3 Ways to Tighten a Screw

Basic DIY skills are something we all need, but when it comes to tightening a screw not everyone knows what they are doing, and until recently I had no idea either. It is not just about the type of screw but also how much effort we desire to put in to make it tight enough. Often assembly instructions will say to just make it fingertight. Any tighter than that, we will want to consider whether to use a power tool or put all our strength into tightening the screw as much as possible. We have to be mindful, however, of not splitting materials like wood in the process. Also, to make it so that a screw drives into a material more easily, we can drill a pilot hole first. For a nicer look, we can countersink the screw so that its head does not stay raised above the surface.

So, if you’re still confused, this article will look at the ways a screw is tightened or driven in, as the latter seems more appropriate when power tools are referred to.

1. Manually

There is a range of different types of screwdrivers on the market in terms of the type of head they will deal most effectively with. Screwdrivers can be all in one or a tip to fit into a socket set. Ratchet screwdrivers can be purchased that have a more automatic or assisted action for users. It makes the job of screwing easier and is a compromise when a power-assisted tool is not desired.

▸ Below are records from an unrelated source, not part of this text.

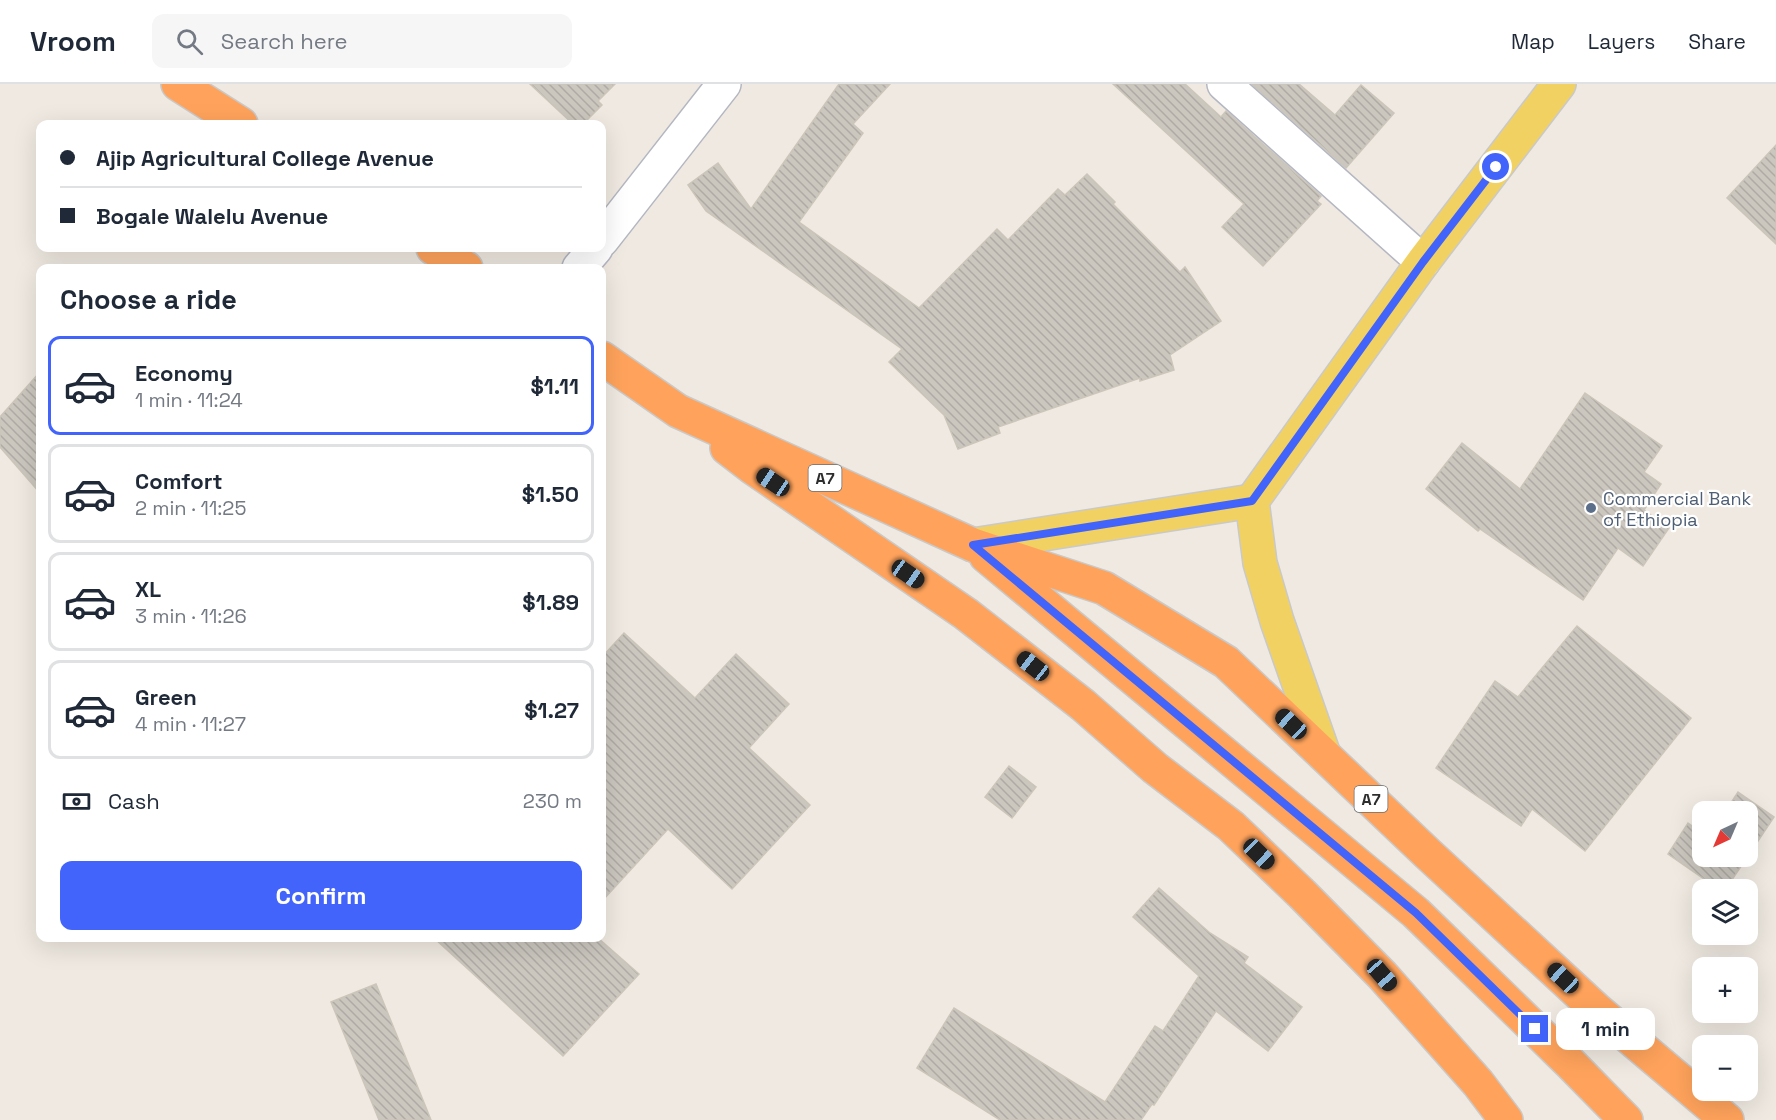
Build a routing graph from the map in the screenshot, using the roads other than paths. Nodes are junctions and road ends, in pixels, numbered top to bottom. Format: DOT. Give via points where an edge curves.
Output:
graph roads {
  1 [pos="178,84"];
  2 [pos="724,84"];
  3 [pos="1224,84"];
  4 [pos="1559,84"];
  5 [pos="235,120"];
  6 [pos="606,235"];
  7 [pos="440,252"];
  8 [pos="593,252"];
  9 [pos="1423,262"];
  10 [pos="459,264"];
  11 [pos="582,264"];
  12 [pos="606,361"];
  13 [pos="678,411"];
  14 [pos="1252,501"];
  15 [pos="973,545"];
  16 [pos="1324,755"];
  17 [pos="1506,1120"];
  18 [pos="1626,1120"];
  19 [pos="1727,1120"];
  1 -- 5 [label="highway"];
  2 -- 6 [label="street"];
  3 -- 9 [label="street"];
  4 -- 9 [label="main road"];
  7 -- 10 [label="highway"];
  8 -- 11 [label="street"];
  9 -- 14 [label="main road"];
  12 -- 13 [label="highway, A7"];
  13 -- 15 [label="highway, A7"];
  13 -- 17 [label="highway" via="753,468 966,614 1231,826 1382,975"];
  14 -- 15 [label="main road"];
  14 -- 16 [label="main road, A7" via="1260,563 1276,621"];
  15 -- 16 [label="highway, A7" via="1104,588 1226,662"];
  15 -- 18 [label="highway, A7" via="1416,913"];
  16 -- 19 [label="highway, A7" via="1597,1010"];
}
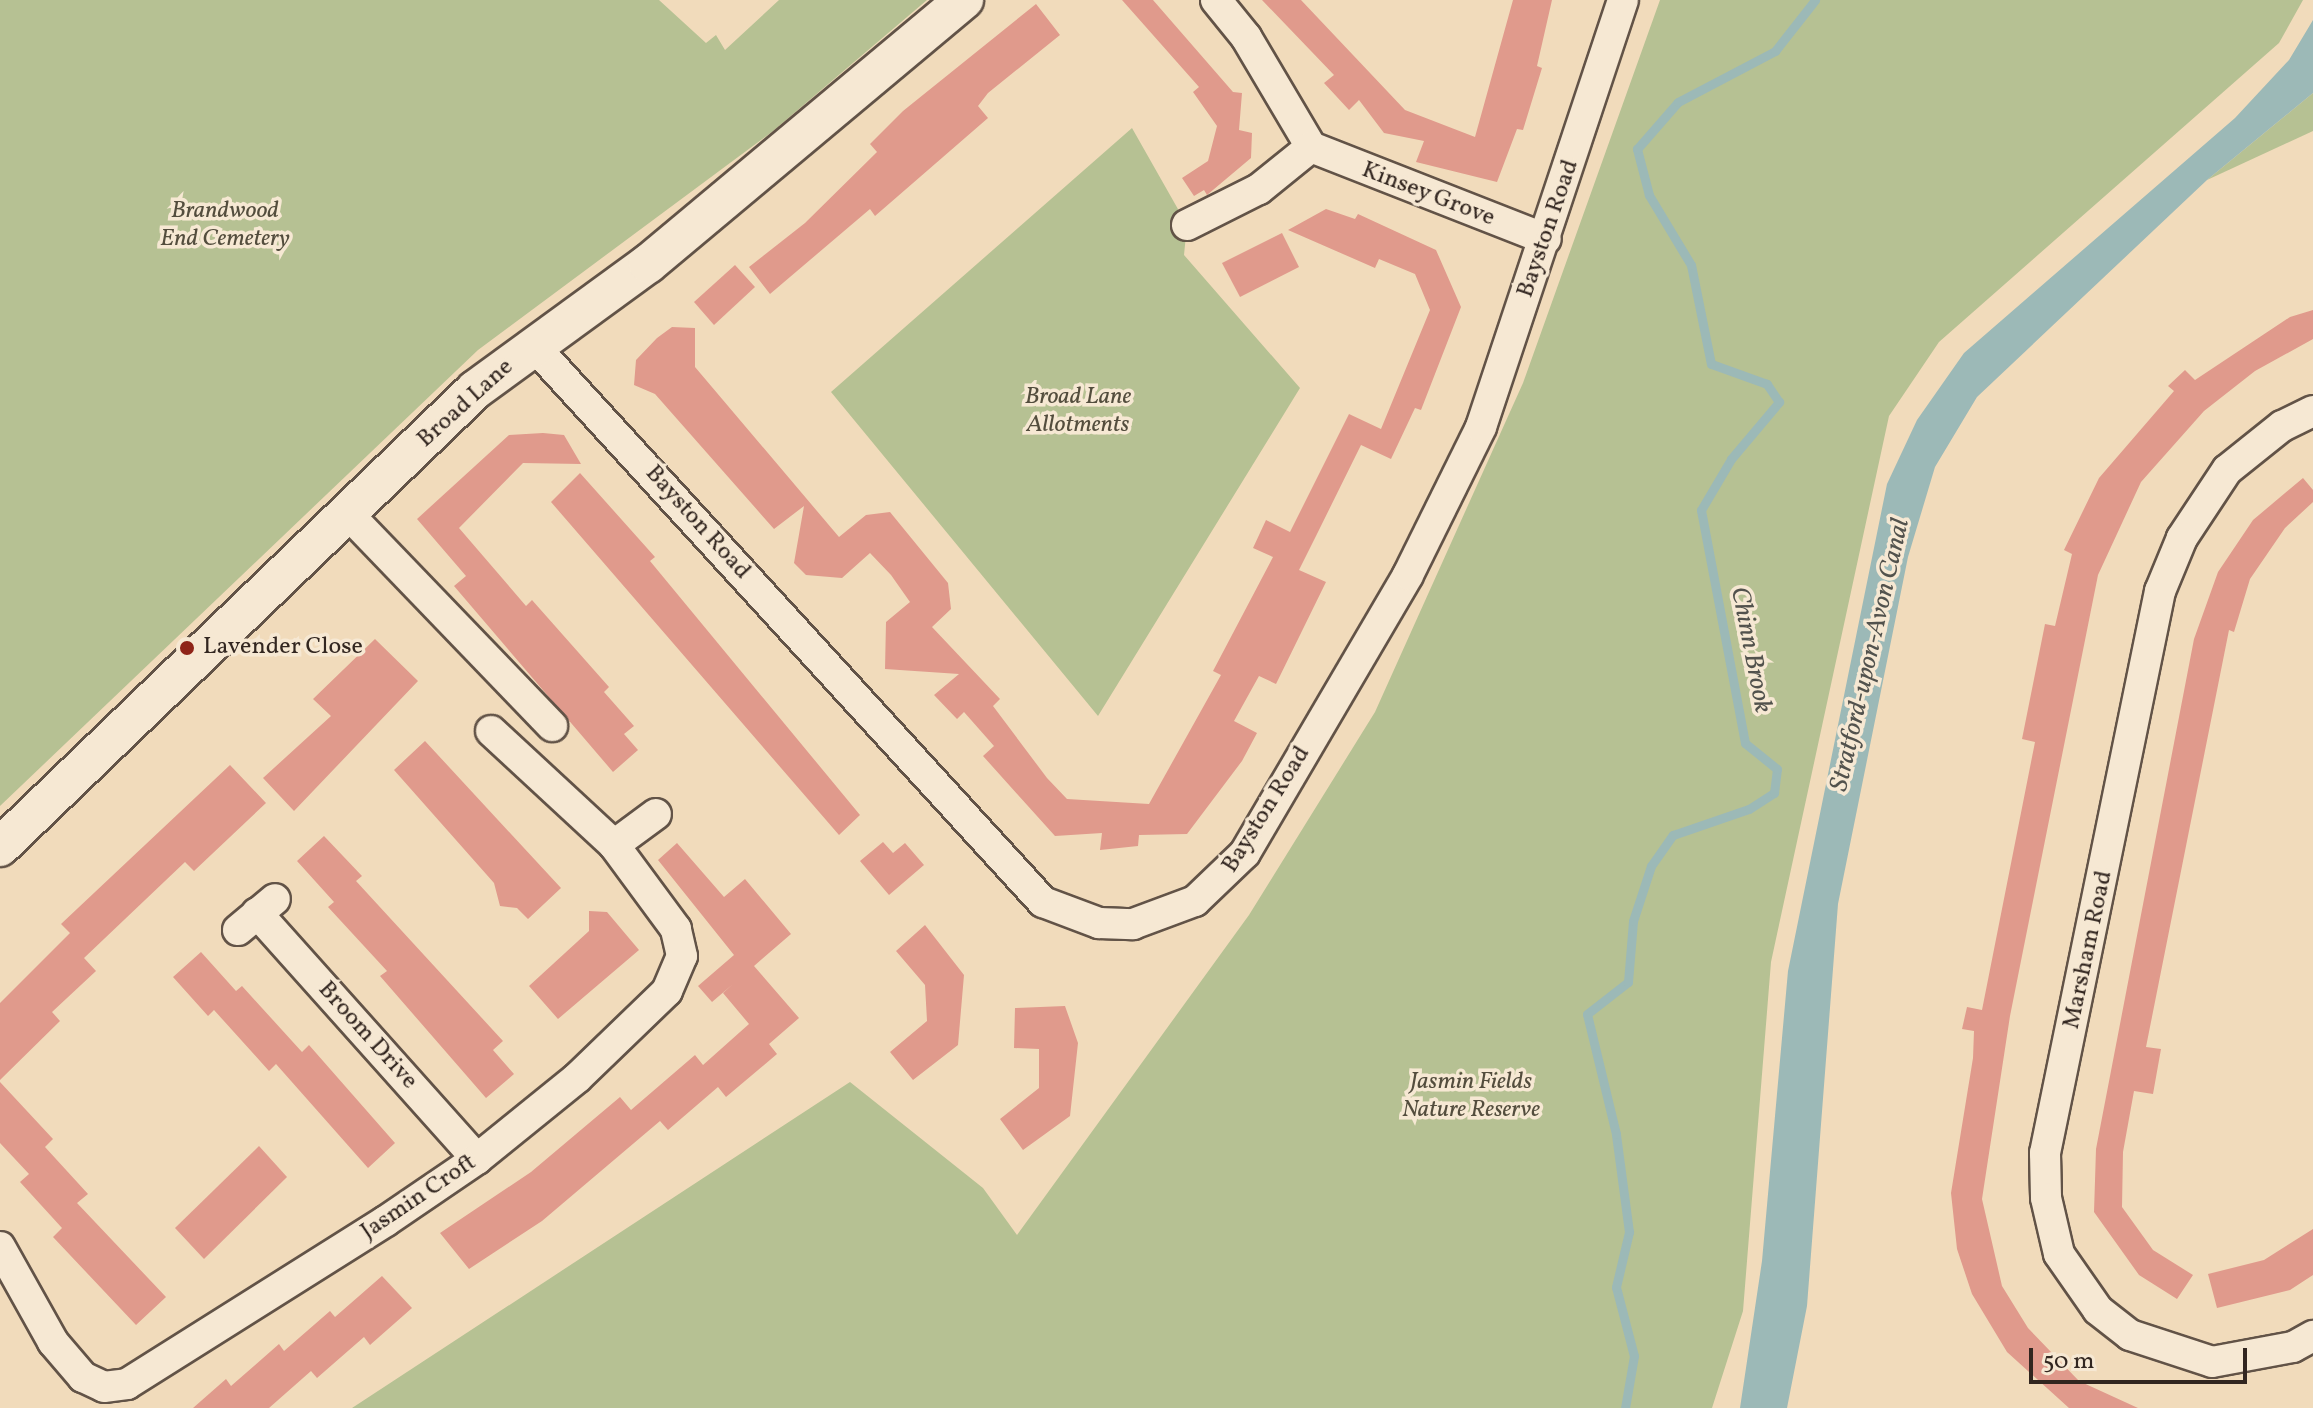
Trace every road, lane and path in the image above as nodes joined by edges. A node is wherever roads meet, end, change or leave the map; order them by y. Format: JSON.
{"nodes":[{"id":1,"x":964,"y":0,"type":"edge"},
{"id":2,"x":1216,"y":0,"type":"edge"},
{"id":3,"x":1623,"y":0,"type":"edge"},
{"id":4,"x":1311,"y":147,"type":"junction"},
{"id":5,"x":1187,"y":225,"type":"dead end"},
{"id":6,"x":1546,"y":239,"type":"junction"},
{"id":7,"x":534,"y":346,"type":"junction"},
{"id":8,"x":2313,"y":411,"type":"edge"},
{"id":9,"x":349,"y":515,"type":"junction"},
{"id":10,"x":552,"y":726,"type":"dead end"},
{"id":11,"x":491,"y":731,"type":"dead end"},
{"id":12,"x":656,"y":814,"type":"dead end"},
{"id":13,"x":614,"y":845,"type":"junction"},
{"id":14,"x":0,"y":847,"type":"edge"},
{"id":15,"x":257,"y":914,"type":"dead end"},
{"id":16,"x":477,"y":1159,"type":"junction"},
{"id":17,"x":0,"y":1247,"type":"edge"},
{"id":18,"x":2313,"y":1336,"type":"edge"}],
"edges":[{"from":1,"to":7,"type":"street","name":"Broad Lane"},
{"from":2,"to":4,"type":"street"},
{"from":3,"to":6,"type":"street","name":"Bayston Road"},
{"from":4,"to":5,"type":"street"},
{"from":4,"to":6,"type":"street","name":"Kinsey Grove"},
{"from":6,"to":7,"type":"street","name":"Bayston Road"},
{"from":7,"to":9,"type":"street","name":"Broad Lane"},
{"from":8,"to":18,"type":"street","name":"Marsham Road"},
{"from":9,"to":10,"type":"street"},
{"from":9,"to":14,"type":"street","name":"Broad Lane"},
{"from":11,"to":13,"type":"street","name":"Jasmin Croft"},
{"from":12,"to":13,"type":"street"},
{"from":13,"to":16,"type":"street","name":"Jasmin Croft"},
{"from":15,"to":16,"type":"street","name":"Broom Drive"},
{"from":16,"to":17,"type":"street","name":"Jasmin Croft"}]}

The types of heads available include flathead, cross-head (known as Phillips), hex, star, tri-wing, and Pozidriv. The last one is an abbreviation for “positive drive”. It is important to match the head of the screwdriver as closely as you can to the screw for increased grip to prevent slipping and injury. A longer screwdriver will provide more leverage. An angled screwdriver will help with screws in inaccessible places. Screwdrivers can also be purchased to deal with screws that are difficult to remove. They have different shaped tips to help remove them. The same tips are generally available for the power tools as are available with a manual screwdriver.

Many modern electrical devices will require particularly small screwdriver tips to remove their casings, and often require a more unusually shaped tip than was previously the case. Where the cross-head or Phillips design was once used, this is generally being replaced with a shape that is difficult to find a tool to fit. It is best to search online in this instance to find one.

2. Power Tools

Power tools take away the effort required to drive home a screw. Their power settings can be adjusted to apply more power as required. It is a good tip to begin slowly and then speed up. This prevents slipping on the job and either marking the surface of what you are working on or injuring yourself.

For some more safety tips, keep the floor dry so that nobody slips while using the power tool, keep cords out of harm’s way to avoid tripping, and never carry a power tool by its cord. It is always sensible, too, to only use power tools when they have been double-insulated by the manufacturer. Also, use eye goggles and cut-resistant gloves (available on unigloves or similar online stores), as with power tools screws are moving around at great speed. A further safety tip is to have a device that cuts the power should the cable end up being cut by accident. It will guard against electrocution. Finally, always read the power tool’s instructions, as they will contain some dos and don’ts regarding the use of the tool.

3. Cordless Tools

For improved safety when using power tools, the cordless option should always be considered. They might be more expensive but you cannot put a price on safety. Although you have to remember to charge their battery, you will benefit from being able to handle the tool better without a power cable in the way. A cable that could potentially end up finding itself cut by accident.

So what do I think?

Manual tools are adequate where not much pressure needs to be applied to tighten the screw as it only needs to be fingertight, whereas power tools will make a job easier when a screw needs to drive in with more force. If you are worried about the safety of a dangling cord, then you can always opt for a cordless model. Just remember to keep the battery charged for when you need the tool, and preferably have a spare battery in case the job takes longer, as a half-completed job is no use to anyone.